**The problem:** Exactly the lines from the start of the data through the line containing "Write the network" should be output, with both ends kept and nothing added.

**Stored items:**
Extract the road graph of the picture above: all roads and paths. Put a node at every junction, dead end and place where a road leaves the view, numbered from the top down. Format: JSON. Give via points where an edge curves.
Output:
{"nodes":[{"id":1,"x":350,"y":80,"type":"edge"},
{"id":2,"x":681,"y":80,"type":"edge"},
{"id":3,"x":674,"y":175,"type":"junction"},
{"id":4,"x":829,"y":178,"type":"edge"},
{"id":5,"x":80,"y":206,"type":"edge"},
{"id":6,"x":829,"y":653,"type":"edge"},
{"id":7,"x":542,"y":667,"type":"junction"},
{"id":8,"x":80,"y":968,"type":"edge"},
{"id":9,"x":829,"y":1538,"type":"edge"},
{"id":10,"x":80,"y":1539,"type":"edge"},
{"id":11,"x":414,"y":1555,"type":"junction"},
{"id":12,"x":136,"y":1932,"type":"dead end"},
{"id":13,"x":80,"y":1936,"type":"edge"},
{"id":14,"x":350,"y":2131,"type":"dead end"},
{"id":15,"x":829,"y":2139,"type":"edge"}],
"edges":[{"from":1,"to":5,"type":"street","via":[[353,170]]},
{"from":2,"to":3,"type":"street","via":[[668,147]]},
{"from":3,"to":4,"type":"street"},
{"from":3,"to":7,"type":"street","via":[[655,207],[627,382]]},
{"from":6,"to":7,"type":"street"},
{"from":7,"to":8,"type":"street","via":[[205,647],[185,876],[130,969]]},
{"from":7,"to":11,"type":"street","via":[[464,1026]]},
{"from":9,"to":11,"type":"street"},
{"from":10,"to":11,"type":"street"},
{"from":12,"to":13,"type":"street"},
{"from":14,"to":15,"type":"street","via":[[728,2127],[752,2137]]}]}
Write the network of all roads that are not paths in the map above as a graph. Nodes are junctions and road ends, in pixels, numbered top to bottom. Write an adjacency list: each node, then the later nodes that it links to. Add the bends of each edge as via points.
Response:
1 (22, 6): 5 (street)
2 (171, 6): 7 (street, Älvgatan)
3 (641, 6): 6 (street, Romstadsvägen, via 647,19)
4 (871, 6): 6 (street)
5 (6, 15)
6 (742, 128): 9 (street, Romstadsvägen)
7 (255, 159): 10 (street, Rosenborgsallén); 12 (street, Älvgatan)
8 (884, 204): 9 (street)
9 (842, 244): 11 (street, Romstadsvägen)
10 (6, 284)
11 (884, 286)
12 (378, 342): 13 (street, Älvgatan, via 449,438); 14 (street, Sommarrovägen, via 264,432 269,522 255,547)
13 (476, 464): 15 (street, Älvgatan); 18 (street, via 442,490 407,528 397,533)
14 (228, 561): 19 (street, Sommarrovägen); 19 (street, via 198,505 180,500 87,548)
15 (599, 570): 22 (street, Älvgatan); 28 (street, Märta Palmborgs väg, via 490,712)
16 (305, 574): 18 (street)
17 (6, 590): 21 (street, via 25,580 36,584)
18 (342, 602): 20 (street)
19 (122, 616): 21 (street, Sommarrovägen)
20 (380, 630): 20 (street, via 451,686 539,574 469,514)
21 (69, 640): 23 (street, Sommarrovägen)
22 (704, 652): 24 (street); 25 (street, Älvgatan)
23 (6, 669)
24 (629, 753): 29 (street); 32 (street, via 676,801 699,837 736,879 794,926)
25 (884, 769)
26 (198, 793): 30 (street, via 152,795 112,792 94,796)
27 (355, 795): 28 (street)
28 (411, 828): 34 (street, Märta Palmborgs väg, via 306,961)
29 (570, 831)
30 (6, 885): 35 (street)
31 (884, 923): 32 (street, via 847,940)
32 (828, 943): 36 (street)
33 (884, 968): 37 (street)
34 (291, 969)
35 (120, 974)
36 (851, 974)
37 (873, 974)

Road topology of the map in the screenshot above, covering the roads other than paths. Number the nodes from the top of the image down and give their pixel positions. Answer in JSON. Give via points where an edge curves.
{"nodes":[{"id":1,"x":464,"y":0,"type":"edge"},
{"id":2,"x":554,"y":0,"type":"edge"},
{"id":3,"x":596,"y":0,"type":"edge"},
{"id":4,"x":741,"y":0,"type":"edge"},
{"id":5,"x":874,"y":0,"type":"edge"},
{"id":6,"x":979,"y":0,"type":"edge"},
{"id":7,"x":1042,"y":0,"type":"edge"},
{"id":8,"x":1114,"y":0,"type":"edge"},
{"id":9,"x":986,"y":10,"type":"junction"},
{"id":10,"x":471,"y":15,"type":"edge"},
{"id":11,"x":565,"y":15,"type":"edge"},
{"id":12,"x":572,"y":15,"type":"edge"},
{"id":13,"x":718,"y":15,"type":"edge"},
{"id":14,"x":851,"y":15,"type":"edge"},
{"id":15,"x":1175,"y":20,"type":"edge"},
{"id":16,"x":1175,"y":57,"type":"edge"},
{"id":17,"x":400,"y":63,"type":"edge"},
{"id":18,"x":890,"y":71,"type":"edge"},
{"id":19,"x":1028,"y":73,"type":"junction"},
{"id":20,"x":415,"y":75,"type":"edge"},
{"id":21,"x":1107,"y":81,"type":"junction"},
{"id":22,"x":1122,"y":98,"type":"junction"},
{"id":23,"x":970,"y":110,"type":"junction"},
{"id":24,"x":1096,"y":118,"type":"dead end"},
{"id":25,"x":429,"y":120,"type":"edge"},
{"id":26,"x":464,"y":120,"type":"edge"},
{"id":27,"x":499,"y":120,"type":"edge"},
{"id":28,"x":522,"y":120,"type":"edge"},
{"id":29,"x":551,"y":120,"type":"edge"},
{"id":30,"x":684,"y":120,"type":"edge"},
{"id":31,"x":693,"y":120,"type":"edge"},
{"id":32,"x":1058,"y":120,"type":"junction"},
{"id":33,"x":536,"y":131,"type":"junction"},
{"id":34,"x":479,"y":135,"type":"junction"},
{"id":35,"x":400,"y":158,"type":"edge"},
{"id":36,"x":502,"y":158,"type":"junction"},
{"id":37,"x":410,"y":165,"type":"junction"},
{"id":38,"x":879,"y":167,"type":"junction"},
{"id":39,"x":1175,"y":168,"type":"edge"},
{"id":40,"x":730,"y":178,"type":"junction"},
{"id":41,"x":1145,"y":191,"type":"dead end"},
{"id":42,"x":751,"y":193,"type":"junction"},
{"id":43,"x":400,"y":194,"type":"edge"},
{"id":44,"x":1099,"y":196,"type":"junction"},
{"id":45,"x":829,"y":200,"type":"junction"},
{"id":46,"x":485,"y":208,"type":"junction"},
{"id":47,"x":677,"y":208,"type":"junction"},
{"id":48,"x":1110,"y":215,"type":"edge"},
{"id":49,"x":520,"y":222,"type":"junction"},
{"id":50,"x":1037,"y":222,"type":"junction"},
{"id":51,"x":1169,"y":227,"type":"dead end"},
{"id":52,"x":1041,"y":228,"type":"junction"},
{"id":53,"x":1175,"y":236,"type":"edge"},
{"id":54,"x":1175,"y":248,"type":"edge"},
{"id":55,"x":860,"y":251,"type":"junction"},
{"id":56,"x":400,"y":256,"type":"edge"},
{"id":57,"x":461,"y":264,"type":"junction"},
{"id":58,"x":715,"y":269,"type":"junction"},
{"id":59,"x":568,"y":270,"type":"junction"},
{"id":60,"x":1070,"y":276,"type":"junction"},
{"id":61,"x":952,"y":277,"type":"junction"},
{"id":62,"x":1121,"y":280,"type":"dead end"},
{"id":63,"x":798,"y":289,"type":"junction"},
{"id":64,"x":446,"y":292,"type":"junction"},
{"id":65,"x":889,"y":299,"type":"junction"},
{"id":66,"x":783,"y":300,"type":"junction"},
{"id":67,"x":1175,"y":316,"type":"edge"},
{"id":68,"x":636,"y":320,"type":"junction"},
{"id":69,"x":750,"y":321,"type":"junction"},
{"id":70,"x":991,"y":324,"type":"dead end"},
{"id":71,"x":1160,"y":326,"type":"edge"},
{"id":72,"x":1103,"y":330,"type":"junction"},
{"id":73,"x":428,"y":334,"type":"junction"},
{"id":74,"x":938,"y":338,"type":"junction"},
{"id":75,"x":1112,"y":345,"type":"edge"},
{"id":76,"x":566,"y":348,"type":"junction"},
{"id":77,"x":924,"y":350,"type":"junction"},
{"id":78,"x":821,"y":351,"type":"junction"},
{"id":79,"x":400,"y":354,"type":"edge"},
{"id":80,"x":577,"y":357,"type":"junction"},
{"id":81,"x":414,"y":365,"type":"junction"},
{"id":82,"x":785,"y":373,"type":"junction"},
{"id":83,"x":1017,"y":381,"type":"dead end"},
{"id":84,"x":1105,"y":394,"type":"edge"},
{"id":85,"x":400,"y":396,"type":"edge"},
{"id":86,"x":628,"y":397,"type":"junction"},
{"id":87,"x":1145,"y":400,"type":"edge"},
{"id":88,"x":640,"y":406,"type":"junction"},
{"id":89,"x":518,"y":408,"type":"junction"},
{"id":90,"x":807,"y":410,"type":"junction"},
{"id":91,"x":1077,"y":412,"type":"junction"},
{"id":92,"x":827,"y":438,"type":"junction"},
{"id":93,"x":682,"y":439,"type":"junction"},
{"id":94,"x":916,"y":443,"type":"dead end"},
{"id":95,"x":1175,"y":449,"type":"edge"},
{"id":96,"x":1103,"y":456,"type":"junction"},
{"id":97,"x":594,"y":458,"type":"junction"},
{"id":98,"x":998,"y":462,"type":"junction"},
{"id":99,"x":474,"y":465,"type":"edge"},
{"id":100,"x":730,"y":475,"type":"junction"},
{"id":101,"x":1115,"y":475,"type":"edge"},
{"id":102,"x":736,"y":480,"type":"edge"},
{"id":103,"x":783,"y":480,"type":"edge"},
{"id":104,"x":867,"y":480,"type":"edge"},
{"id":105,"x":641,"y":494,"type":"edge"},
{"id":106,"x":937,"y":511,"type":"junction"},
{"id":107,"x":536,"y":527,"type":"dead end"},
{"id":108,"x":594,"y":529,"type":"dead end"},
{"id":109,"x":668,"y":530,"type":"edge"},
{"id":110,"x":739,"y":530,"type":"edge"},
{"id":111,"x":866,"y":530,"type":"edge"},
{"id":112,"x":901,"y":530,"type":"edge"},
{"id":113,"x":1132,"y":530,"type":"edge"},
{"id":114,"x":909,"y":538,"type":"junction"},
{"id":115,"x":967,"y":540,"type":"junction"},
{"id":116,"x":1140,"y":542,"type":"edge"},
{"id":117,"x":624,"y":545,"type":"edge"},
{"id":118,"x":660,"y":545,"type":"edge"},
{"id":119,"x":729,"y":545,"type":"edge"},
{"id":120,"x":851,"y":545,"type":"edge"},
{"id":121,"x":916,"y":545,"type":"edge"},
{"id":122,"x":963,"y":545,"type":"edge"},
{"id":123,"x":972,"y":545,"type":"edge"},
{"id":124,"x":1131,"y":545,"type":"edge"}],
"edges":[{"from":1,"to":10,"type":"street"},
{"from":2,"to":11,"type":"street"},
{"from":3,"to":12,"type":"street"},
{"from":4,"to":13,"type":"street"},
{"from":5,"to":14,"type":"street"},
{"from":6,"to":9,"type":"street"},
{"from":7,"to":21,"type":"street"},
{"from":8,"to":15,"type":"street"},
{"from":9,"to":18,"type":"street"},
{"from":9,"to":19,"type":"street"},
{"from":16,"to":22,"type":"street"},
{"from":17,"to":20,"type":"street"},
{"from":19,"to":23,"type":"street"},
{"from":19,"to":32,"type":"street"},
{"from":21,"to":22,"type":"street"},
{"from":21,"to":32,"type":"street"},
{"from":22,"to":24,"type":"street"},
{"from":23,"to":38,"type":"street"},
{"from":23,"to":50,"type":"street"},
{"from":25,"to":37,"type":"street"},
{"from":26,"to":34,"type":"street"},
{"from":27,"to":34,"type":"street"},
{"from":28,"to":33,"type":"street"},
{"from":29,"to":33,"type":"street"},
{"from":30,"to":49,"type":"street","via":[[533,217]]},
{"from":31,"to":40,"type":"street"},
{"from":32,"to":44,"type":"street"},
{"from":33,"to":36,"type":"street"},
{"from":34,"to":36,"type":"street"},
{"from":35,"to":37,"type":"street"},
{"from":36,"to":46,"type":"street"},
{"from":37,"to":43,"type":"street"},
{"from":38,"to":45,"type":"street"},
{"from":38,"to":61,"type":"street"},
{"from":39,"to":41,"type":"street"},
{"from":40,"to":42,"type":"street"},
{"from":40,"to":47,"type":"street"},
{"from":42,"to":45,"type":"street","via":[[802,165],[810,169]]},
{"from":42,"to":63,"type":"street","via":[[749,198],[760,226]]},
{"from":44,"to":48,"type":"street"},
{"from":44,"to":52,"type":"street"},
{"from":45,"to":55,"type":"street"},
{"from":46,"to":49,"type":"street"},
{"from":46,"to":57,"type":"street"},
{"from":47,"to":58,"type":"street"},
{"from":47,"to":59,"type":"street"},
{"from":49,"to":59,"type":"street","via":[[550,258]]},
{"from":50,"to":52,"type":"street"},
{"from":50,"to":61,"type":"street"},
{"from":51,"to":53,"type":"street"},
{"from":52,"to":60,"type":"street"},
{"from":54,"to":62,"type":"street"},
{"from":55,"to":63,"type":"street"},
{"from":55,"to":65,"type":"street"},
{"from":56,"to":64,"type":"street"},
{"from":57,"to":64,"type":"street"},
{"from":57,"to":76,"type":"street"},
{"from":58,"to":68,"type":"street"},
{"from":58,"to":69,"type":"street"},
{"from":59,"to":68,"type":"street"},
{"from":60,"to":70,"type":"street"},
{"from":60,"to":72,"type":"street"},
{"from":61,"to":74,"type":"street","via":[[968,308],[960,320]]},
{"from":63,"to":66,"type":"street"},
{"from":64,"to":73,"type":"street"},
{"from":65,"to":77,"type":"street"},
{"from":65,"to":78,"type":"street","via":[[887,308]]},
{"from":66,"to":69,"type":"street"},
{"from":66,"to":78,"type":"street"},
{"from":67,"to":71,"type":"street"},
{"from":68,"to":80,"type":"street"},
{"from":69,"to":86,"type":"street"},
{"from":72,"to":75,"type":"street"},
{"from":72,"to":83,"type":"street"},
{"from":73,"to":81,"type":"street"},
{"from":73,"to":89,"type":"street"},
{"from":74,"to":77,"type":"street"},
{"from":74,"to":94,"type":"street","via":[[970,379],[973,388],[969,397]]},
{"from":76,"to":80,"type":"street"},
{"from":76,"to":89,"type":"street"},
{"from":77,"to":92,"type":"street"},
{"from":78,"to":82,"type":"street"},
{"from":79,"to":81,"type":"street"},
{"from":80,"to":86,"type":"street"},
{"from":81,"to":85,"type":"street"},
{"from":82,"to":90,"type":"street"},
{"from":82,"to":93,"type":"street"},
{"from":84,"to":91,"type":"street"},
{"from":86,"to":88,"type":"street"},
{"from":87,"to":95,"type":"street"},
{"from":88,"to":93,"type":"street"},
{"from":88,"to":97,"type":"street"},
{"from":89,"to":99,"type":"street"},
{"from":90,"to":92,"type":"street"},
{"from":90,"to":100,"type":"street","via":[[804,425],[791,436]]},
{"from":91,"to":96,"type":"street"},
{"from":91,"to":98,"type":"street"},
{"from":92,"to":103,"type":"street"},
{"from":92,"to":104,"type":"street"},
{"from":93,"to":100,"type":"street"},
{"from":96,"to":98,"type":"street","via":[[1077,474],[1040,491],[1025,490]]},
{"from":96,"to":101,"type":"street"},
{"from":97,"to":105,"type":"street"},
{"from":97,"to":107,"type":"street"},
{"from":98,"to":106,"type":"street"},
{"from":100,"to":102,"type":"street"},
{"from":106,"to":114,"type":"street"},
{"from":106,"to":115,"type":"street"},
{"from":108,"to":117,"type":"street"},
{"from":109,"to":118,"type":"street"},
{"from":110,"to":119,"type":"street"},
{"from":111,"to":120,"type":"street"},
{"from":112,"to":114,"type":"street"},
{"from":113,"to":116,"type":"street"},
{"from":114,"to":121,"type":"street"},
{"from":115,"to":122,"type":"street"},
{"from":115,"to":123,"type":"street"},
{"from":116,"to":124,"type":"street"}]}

**Your response:**
Extract the road graph of the picture above: all roads and paths. Put a node at every junction, dead end and place where a road leaves the view, numbered from the top down. Format: JSON. Give via points where an edge curves.
Output:
{"nodes":[{"id":1,"x":350,"y":80,"type":"edge"},
{"id":2,"x":681,"y":80,"type":"edge"},
{"id":3,"x":674,"y":175,"type":"junction"},
{"id":4,"x":829,"y":178,"type":"edge"},
{"id":5,"x":80,"y":206,"type":"edge"},
{"id":6,"x":829,"y":653,"type":"edge"},
{"id":7,"x":542,"y":667,"type":"junction"},
{"id":8,"x":80,"y":968,"type":"edge"},
{"id":9,"x":829,"y":1538,"type":"edge"},
{"id":10,"x":80,"y":1539,"type":"edge"},
{"id":11,"x":414,"y":1555,"type":"junction"},
{"id":12,"x":136,"y":1932,"type":"dead end"},
{"id":13,"x":80,"y":1936,"type":"edge"},
{"id":14,"x":350,"y":2131,"type":"dead end"},
{"id":15,"x":829,"y":2139,"type":"edge"}],
"edges":[{"from":1,"to":5,"type":"street","via":[[353,170]]},
{"from":2,"to":3,"type":"street","via":[[668,147]]},
{"from":3,"to":4,"type":"street"},
{"from":3,"to":7,"type":"street","via":[[655,207],[627,382]]},
{"from":6,"to":7,"type":"street"},
{"from":7,"to":8,"type":"street","via":[[205,647],[185,876],[130,969]]},
{"from":7,"to":11,"type":"street","via":[[464,1026]]},
{"from":9,"to":11,"type":"street"},
{"from":10,"to":11,"type":"street"},
{"from":12,"to":13,"type":"street"},
{"from":14,"to":15,"type":"street","via":[[728,2127],[752,2137]]}]}
Write the network of all roads that are not paths in the map above as a graph. Nodes are junctions and road ends, in pixels, numbered top to bottom. Write an adjacency list: each node, then the later nodes that it links to. Add the bends of each edge as via points.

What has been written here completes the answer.